Beasts of a Little Land

The tiger got confused, stopped in his tracks and asked, “Um, what? What are you talking about, human?”

“Can’t you remember, Older Brother?” The woodsman wept even louder. “Twenty years ago, you got up in the middle of the night and left our home. I woke up from my sleep and followed you. Then in the mountains you suddenly turned into a tiger as if from some dark curse. That same curse must have erased your human memory too. Ever since, we’ve been hoping to see you again. Come, let’s go home—our mother has been waiting for you all these years.”

In case you’re wondering the woodsman was lying to get out of this alive. But the tiger started thinking and he couldn’t really remember how he used to be before he was a young tiger. Then he was like, “Oh my god, I must really have been a human before!” And he started crying and hugging the woodsman with his giant paws.

“I’m so glad we finally met, Younger Brother.” The tiger wept. “I can’t go home looking like this. I don’t want to scare our mother. But I’ll always watch over you.”

The woodsman hugged the tiger one last time and went back home. The next morning he found a dead rabbit in his courtyard. So he said, “That tiger really thinks we’re his family!” After that there was a deer. And so the tiger kept bringing them food and the woodsman and his mother never went hungry.

Couple of years went by like that and the mother died of old age. The tiger stopped dropping by with food after that. A while later the woodsman was coming down the mountain when he ran into three tiger cubs. Each cub was wearing a white hemp ribbon around his tail. The woodsman asked, “Why are you wearing those ribbons, tigers?” Then one of them replied,

“Our grandmother was a human who lived in the village down the mountain. She passed away and our father grieved for months and couldn’t eat or sleep. He died of sadness in our cave and now we’re in mourning.”

The woodsman cried real tears then and felt sorry for tricking the loyal tiger. So he built a monument to the tiger which was just a huge stone with some carvings in our village square. I couldn’t read it but this really did exist next to the ginkgo tree by the well. So that’s why I’m named JungHo—Jung meaning righteous, Ho meaning tiger—I’d say to my underlings. And even the ones who had heard similar stories at their own villages believed me.

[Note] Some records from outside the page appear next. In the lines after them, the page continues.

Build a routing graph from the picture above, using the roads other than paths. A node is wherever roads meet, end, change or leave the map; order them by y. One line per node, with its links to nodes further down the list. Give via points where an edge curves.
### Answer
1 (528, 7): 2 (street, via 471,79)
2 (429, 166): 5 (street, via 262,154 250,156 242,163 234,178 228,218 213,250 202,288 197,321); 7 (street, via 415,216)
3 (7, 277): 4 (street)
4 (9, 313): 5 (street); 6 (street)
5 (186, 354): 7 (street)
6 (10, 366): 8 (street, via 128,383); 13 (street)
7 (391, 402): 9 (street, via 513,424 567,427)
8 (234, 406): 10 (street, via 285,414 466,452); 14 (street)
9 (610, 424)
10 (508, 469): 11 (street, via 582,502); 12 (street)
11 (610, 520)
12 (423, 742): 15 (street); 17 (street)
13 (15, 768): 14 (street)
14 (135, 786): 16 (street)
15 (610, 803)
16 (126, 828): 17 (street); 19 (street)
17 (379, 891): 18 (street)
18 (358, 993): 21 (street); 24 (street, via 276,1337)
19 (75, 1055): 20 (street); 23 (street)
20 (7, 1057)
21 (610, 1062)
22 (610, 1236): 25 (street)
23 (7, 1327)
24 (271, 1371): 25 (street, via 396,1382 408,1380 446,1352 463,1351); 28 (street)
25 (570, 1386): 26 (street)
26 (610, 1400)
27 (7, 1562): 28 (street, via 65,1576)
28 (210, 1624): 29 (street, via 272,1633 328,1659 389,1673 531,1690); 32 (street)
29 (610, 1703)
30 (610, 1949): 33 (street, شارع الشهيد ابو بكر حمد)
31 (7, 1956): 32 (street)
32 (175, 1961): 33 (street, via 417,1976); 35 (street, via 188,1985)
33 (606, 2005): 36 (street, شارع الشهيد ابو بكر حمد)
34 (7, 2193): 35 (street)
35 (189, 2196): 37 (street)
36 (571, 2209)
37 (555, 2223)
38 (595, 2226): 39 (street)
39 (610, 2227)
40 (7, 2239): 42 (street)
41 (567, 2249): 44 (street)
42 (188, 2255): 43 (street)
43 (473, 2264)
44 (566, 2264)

I’m not lying about the tiger monument but the truth is that when I was born my father was overjoyed to finally have a son, so he went to the local astrologer and got my name made. My father paid a rabbit for a real name of Chinese characters when plenty of people just named their kids after the first animal or flower that grabbed their eyes, like Loach for instance who claims his mother had mad cravings for loach soup while she was pregnant with him hence his name. My sisters were also just called May and June after their birth months so that’s how much my father loved me specially. The reason I don’t tell this version is that every year I remember less about my father and whenever I talk about him it’s like opening the lid of a boiling stew and letting the steam get out so there’s less of the good stuff in the end. That’s why I don’t talk about him unless I have to and most of the time it’s enough to look at his cigarette case and my mother’s ring to remember that I’m not nobody but Nam JungHo.

EVEN LONG AFTER WE MOVED out from under the bridge, I still used to go back there from time to time. It didn’t make me feel happy—the sight of the muddy water, the stony banks where we used to sleep on nothing but mushy straw mats. But I couldn’t help but feel drawn to it. Do you ever go back to the place where you used to live and feel like you’ve been drinking soju on an empty stomach? Your head turns all of a sudden and you miss things like you don’t even know what. I wouldn’t call that happy but I would sometimes be in the mood for that kind of feeling.